■ **WORK REQUIRED**:
For the material that follows, state how many lines contain the word "Unqua", and add nothing.

■ **PROVIDED DATA**:
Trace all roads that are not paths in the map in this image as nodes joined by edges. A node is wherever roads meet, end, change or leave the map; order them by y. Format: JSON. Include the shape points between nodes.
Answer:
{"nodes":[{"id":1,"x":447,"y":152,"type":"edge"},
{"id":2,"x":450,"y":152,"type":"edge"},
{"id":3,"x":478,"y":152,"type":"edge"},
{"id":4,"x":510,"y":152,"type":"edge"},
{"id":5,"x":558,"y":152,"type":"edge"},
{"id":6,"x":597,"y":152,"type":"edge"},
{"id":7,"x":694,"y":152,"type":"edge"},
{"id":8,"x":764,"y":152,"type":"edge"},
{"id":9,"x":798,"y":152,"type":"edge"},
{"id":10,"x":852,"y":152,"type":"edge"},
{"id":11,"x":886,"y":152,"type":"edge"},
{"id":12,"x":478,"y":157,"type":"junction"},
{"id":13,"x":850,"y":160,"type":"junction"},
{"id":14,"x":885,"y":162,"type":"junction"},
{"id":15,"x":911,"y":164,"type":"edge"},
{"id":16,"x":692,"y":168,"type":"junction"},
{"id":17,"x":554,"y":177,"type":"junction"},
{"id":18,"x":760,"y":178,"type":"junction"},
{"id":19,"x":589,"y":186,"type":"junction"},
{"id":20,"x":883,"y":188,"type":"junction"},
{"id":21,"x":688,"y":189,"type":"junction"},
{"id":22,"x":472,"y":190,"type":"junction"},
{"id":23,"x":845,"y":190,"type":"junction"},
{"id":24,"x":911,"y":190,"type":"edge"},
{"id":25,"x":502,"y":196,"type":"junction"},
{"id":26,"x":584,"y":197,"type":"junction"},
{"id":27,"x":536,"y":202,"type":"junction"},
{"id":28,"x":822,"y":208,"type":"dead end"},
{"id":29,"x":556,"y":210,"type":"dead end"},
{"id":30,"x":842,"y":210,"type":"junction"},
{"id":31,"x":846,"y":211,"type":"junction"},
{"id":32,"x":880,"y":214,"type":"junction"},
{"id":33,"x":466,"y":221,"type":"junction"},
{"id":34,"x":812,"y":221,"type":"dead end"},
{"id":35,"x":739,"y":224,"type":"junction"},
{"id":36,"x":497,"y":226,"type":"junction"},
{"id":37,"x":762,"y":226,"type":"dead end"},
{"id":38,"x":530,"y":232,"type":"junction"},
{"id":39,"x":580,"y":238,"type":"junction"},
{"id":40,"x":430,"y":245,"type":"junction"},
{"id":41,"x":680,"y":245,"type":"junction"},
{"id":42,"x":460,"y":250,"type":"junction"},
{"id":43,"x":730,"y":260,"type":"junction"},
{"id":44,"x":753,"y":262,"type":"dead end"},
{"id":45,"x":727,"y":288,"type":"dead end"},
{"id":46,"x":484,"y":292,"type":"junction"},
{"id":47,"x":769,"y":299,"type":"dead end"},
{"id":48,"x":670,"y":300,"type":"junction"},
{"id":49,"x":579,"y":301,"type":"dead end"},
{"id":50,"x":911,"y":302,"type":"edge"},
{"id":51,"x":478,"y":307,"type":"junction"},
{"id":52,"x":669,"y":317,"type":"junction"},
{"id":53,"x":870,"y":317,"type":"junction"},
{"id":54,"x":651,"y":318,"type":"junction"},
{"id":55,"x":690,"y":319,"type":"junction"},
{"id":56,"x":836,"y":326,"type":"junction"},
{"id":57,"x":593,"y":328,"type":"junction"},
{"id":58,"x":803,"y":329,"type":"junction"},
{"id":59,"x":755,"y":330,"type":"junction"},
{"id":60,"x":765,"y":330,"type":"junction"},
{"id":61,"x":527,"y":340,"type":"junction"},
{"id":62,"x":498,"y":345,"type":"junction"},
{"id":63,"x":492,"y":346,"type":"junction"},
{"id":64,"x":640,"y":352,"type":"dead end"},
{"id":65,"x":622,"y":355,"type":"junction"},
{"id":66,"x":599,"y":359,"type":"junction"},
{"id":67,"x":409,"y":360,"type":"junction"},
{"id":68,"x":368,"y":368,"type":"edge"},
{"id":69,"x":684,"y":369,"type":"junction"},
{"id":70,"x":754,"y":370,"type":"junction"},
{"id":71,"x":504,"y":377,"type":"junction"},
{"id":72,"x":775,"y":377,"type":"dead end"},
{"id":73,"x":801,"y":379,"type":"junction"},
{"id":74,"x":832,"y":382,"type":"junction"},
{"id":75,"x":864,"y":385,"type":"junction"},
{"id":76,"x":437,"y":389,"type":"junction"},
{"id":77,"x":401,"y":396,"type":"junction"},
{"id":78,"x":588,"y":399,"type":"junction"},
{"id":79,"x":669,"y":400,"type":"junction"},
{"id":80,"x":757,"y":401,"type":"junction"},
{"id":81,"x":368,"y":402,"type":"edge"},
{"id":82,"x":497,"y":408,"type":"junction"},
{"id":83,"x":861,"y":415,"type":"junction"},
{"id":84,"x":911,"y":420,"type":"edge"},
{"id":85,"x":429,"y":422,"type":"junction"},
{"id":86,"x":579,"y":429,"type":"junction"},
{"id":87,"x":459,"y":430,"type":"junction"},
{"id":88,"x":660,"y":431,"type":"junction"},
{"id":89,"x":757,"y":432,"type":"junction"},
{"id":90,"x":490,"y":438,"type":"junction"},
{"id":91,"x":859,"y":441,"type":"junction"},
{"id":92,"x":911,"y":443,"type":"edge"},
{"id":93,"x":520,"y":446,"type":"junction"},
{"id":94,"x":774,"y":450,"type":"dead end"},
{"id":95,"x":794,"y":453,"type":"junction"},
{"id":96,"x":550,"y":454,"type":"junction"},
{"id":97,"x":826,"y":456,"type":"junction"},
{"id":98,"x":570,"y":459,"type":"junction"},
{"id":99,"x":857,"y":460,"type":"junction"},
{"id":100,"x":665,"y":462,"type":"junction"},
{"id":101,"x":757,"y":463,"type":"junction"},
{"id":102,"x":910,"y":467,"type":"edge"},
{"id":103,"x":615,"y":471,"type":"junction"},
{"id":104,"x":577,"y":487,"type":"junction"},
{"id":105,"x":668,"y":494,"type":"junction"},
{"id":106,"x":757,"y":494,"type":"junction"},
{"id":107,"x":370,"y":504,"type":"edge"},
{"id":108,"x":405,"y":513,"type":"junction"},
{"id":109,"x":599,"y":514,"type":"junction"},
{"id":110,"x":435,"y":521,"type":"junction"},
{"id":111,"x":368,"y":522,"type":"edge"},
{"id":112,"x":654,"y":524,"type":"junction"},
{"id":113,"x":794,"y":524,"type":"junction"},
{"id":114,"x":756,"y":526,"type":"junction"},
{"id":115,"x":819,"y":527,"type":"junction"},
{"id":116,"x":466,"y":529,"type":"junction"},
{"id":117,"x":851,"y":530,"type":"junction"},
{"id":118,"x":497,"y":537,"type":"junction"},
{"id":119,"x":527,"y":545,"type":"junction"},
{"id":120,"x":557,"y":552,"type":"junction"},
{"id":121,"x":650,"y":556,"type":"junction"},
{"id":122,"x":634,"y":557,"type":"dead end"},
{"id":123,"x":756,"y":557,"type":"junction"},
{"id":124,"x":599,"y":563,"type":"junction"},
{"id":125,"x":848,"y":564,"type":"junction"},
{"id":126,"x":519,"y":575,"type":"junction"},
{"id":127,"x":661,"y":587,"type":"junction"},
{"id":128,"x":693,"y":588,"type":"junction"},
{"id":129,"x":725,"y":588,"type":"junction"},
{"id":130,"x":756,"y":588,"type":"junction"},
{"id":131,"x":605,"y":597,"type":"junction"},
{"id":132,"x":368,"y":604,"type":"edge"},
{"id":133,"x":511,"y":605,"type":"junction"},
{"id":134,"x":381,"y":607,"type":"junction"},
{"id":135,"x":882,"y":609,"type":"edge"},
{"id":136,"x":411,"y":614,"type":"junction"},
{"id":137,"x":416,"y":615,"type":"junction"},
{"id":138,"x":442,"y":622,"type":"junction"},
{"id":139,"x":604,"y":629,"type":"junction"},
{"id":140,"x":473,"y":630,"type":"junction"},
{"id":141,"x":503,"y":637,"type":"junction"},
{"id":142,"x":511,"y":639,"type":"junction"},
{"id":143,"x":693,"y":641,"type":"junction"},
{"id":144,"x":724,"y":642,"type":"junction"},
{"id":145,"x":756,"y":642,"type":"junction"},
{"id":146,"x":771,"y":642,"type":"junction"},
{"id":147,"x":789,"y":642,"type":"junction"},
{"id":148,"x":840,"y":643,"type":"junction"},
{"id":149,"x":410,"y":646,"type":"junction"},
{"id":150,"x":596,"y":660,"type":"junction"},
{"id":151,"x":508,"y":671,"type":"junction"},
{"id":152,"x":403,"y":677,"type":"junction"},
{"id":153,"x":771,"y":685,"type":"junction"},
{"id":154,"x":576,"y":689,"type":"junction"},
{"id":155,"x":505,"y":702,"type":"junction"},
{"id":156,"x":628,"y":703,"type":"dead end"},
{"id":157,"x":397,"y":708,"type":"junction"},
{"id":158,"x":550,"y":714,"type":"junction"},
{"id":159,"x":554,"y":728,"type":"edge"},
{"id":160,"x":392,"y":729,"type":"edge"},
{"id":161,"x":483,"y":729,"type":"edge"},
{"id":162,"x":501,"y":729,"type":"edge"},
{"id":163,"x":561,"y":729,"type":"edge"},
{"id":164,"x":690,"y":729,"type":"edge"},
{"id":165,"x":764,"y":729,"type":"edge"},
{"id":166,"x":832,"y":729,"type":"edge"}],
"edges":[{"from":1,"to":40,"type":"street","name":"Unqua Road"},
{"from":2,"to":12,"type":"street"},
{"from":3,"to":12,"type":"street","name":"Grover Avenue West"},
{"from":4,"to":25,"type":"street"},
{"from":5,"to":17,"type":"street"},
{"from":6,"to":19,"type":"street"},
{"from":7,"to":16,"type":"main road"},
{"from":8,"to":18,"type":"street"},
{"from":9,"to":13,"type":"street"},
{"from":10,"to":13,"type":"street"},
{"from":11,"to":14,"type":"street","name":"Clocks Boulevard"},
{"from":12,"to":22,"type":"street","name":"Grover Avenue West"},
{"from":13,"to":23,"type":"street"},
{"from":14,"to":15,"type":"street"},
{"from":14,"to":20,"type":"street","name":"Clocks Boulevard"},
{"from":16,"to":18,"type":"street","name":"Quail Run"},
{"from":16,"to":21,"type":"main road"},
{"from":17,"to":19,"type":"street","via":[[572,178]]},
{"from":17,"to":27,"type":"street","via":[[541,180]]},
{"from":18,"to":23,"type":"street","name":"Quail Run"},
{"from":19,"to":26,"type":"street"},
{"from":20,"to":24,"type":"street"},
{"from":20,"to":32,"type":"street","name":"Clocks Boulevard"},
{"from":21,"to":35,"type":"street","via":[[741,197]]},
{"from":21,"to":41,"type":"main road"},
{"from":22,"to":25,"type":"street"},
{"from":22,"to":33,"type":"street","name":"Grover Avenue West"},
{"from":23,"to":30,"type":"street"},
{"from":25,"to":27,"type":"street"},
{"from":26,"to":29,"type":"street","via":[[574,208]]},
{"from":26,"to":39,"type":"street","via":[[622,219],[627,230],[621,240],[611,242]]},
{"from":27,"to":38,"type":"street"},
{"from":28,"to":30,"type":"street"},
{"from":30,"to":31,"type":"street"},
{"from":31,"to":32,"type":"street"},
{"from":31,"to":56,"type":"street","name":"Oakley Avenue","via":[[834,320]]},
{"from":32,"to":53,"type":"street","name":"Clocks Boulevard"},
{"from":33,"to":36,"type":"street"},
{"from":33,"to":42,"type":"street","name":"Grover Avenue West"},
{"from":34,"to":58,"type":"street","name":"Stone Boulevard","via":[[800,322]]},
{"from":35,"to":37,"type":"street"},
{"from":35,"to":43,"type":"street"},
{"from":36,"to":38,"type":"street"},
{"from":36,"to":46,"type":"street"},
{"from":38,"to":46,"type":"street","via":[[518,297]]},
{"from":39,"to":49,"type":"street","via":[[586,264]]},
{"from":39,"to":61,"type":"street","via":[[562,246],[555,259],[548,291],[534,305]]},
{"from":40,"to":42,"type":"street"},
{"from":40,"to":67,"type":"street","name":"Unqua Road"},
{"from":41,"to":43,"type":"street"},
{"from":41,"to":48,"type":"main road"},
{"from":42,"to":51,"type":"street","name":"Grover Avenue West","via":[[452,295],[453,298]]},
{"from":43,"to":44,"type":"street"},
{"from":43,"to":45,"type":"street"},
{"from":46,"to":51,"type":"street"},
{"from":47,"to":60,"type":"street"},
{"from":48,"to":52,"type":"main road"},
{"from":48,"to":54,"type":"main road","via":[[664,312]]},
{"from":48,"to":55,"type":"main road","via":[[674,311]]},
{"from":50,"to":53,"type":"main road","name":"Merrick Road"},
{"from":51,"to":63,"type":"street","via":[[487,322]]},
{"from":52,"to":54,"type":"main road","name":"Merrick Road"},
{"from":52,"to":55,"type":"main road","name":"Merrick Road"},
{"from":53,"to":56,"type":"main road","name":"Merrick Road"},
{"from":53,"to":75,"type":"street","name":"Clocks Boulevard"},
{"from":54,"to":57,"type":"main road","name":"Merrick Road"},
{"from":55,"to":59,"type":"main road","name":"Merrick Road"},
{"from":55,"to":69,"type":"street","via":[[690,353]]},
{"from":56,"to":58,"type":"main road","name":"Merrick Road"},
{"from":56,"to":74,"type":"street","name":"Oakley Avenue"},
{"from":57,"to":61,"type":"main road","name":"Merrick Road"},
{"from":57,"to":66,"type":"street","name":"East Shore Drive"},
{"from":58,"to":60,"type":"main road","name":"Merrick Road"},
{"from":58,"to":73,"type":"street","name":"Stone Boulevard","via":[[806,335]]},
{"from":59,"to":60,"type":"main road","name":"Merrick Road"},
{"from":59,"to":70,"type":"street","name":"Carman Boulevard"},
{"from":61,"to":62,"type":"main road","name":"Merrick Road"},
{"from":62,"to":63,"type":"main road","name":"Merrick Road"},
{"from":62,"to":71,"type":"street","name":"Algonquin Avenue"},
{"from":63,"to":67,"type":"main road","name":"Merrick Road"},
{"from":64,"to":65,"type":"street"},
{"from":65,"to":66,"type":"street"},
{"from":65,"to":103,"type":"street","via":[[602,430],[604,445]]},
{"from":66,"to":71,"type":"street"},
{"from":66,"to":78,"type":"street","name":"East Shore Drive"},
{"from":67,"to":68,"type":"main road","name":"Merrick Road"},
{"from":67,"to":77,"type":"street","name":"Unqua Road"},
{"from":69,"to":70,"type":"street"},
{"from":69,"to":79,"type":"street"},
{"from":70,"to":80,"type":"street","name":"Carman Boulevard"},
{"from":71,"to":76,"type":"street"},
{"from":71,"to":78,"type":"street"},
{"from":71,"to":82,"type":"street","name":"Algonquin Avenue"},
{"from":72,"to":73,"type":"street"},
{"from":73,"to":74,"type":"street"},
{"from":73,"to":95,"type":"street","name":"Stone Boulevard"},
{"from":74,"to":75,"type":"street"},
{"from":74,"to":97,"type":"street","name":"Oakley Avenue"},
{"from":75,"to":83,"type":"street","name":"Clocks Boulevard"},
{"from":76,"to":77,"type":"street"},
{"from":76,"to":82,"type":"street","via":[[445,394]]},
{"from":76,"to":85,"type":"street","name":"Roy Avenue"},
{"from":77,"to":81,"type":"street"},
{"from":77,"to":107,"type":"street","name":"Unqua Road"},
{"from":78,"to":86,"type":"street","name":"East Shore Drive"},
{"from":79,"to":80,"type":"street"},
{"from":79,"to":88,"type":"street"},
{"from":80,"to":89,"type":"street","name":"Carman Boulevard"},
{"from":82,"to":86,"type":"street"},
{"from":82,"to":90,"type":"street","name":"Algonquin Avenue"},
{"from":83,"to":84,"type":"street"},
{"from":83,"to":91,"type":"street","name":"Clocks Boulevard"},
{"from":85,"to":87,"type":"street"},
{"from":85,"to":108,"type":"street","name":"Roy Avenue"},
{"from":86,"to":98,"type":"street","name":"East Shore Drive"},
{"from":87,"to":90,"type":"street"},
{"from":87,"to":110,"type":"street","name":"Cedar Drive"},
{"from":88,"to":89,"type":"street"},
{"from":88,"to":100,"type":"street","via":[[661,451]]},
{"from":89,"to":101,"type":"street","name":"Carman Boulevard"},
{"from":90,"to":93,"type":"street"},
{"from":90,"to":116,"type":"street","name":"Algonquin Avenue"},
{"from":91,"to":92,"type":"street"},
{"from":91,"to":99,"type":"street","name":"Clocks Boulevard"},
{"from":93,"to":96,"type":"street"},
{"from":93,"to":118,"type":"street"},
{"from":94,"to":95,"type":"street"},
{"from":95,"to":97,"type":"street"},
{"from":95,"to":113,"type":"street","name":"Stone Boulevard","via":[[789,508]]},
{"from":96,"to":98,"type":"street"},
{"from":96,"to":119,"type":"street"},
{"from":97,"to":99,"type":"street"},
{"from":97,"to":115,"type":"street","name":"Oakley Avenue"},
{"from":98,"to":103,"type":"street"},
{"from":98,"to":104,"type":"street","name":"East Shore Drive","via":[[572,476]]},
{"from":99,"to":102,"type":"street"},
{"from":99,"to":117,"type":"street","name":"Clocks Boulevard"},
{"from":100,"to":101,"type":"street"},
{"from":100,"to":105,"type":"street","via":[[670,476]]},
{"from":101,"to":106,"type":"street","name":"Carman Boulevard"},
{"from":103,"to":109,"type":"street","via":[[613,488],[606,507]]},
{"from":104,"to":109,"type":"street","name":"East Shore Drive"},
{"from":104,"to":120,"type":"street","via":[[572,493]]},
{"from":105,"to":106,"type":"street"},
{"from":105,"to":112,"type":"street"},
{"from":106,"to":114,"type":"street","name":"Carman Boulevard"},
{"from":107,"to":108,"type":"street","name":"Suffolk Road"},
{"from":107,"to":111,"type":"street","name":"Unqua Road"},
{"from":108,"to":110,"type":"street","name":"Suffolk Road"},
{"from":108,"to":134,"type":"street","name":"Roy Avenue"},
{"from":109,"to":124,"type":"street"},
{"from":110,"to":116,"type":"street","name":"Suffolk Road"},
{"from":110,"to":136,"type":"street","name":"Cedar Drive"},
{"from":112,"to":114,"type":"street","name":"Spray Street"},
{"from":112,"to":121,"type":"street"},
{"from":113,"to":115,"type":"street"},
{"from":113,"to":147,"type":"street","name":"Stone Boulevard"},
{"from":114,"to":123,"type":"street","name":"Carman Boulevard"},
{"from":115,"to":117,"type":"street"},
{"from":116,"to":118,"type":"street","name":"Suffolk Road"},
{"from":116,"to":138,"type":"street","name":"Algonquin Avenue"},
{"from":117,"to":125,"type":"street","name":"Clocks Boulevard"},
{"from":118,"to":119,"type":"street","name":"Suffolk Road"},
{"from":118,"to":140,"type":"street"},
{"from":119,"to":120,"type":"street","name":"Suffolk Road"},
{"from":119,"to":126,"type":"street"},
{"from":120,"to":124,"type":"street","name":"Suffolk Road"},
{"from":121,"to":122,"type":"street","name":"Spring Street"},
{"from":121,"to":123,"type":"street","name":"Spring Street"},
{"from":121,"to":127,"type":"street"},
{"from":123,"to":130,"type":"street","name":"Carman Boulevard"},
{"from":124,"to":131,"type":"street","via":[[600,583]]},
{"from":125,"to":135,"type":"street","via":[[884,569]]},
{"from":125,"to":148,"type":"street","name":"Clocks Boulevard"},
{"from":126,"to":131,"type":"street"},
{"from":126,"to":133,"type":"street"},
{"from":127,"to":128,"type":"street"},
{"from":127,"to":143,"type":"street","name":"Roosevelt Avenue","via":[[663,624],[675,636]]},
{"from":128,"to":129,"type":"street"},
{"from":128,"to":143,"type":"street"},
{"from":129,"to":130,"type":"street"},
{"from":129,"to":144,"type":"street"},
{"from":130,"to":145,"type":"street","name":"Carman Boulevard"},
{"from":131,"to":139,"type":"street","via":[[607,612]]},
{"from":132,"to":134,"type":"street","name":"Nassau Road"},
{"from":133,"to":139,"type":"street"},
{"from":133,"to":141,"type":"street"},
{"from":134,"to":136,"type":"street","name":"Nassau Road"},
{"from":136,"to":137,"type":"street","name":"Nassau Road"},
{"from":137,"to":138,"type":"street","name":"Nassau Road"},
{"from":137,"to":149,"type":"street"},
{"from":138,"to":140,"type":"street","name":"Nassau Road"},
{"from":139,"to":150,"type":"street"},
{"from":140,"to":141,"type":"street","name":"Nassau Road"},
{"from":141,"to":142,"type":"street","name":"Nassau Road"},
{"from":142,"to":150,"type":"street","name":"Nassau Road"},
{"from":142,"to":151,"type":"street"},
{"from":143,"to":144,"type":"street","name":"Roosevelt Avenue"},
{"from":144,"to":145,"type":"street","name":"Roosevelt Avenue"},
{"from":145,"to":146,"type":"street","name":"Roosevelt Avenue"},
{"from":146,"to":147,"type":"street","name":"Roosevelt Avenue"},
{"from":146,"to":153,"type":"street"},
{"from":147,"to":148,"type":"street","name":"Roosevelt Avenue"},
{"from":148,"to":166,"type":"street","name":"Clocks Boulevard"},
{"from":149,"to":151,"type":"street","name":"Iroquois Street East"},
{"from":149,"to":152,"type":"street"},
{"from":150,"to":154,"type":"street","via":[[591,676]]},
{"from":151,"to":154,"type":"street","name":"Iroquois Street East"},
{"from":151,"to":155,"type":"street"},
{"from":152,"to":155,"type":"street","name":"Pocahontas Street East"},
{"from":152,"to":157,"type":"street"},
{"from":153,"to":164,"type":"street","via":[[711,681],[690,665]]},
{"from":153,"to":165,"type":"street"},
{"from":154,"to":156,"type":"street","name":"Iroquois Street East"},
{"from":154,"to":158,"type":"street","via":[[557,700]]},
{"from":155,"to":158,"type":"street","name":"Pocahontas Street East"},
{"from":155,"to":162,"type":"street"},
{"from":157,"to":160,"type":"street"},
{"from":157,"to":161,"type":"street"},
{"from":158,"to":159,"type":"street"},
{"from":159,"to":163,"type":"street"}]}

■ **ANSWER**:
5